#### Stored items:
↓
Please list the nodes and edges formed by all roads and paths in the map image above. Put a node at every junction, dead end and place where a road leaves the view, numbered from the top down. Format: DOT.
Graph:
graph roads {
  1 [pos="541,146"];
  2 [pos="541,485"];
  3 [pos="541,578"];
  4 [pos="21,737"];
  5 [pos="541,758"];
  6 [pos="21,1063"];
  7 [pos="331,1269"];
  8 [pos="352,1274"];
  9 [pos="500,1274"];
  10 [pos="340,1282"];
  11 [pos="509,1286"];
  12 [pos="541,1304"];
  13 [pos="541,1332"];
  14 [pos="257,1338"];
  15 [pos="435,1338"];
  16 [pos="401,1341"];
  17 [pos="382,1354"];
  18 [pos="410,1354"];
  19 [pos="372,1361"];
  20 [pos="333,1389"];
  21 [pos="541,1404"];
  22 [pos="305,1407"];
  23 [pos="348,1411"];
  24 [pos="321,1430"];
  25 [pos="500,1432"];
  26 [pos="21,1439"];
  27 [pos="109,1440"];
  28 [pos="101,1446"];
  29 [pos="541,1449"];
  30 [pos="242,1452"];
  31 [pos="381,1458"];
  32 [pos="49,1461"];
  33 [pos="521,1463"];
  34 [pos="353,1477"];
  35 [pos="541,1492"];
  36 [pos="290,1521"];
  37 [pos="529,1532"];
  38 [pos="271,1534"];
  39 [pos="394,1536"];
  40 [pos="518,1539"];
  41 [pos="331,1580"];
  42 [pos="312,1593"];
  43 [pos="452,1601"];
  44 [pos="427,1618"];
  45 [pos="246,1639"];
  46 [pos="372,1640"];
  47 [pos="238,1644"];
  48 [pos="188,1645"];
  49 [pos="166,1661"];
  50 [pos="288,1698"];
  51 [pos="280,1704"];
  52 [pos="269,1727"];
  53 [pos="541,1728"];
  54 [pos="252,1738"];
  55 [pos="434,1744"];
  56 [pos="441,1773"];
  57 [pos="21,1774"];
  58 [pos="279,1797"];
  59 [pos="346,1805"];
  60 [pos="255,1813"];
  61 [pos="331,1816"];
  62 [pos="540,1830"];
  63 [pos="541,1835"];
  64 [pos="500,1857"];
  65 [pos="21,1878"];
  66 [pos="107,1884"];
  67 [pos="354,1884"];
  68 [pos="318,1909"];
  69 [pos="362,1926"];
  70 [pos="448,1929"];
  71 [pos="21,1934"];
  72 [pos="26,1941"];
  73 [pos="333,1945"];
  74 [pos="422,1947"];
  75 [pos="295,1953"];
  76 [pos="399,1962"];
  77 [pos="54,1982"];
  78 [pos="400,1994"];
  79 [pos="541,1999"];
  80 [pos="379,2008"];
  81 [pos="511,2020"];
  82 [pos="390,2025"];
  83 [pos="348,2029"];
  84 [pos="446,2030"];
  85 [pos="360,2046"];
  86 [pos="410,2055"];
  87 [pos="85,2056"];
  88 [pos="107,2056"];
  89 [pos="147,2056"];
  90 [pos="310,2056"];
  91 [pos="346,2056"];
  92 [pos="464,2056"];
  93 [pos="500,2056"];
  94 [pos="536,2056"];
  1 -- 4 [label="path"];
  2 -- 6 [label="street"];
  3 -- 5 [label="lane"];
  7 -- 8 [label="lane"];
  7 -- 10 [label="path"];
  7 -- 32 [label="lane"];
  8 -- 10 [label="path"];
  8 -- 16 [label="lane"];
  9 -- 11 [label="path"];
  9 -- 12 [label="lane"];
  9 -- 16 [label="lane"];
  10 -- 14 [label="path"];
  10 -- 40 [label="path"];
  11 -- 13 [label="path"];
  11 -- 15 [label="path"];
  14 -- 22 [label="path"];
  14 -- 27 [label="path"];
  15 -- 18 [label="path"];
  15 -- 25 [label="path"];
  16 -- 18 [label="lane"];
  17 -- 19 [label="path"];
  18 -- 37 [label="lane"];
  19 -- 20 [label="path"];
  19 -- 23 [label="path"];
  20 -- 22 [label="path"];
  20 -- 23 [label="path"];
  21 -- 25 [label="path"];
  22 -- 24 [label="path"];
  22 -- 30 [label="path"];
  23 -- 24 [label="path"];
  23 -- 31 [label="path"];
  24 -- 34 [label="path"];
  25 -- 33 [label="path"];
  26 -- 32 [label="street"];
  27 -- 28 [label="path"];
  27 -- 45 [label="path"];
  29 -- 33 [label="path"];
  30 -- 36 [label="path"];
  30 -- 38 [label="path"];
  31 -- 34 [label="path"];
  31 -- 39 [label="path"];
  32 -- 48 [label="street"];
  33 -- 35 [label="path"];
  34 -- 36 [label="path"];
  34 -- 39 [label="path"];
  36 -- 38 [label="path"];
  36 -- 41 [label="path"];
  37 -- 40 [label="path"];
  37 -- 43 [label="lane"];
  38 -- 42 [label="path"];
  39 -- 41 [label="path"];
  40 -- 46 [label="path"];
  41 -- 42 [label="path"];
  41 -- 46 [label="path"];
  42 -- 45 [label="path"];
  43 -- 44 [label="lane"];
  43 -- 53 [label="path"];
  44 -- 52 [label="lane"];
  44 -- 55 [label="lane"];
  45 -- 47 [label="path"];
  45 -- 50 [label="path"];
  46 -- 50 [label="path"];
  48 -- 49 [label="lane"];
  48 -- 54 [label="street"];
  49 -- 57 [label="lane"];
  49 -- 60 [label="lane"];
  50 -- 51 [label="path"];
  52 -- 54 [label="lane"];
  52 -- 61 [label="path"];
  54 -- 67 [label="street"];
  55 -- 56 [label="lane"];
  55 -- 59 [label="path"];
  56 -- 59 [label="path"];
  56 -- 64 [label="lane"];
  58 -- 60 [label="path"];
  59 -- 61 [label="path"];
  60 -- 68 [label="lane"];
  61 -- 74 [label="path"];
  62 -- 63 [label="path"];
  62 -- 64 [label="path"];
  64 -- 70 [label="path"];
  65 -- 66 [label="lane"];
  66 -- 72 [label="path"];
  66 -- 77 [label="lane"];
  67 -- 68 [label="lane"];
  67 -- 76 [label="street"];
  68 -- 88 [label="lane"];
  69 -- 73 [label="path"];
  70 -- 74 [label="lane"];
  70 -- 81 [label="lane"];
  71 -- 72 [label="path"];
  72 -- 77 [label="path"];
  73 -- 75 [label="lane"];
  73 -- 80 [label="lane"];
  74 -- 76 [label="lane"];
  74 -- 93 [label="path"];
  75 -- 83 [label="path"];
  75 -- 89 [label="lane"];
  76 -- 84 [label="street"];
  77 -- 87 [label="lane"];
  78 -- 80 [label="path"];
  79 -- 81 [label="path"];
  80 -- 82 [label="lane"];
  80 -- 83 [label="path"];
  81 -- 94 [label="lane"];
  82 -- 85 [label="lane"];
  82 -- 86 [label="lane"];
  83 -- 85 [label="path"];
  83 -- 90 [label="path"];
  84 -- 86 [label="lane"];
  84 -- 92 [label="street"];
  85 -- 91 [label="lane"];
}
↑
#### TASK BRIEF:
Looking through the records, copy out every line in which the word "roads" is found.

#### SOLUTION FOR THIS PROBLEM:
Please list the nodes and edges formed by all roads and paths in the map image above. Put a node at every junction, dead end and place where a road leaves the view, numbered from the top down. Format: DOT.
graph roads {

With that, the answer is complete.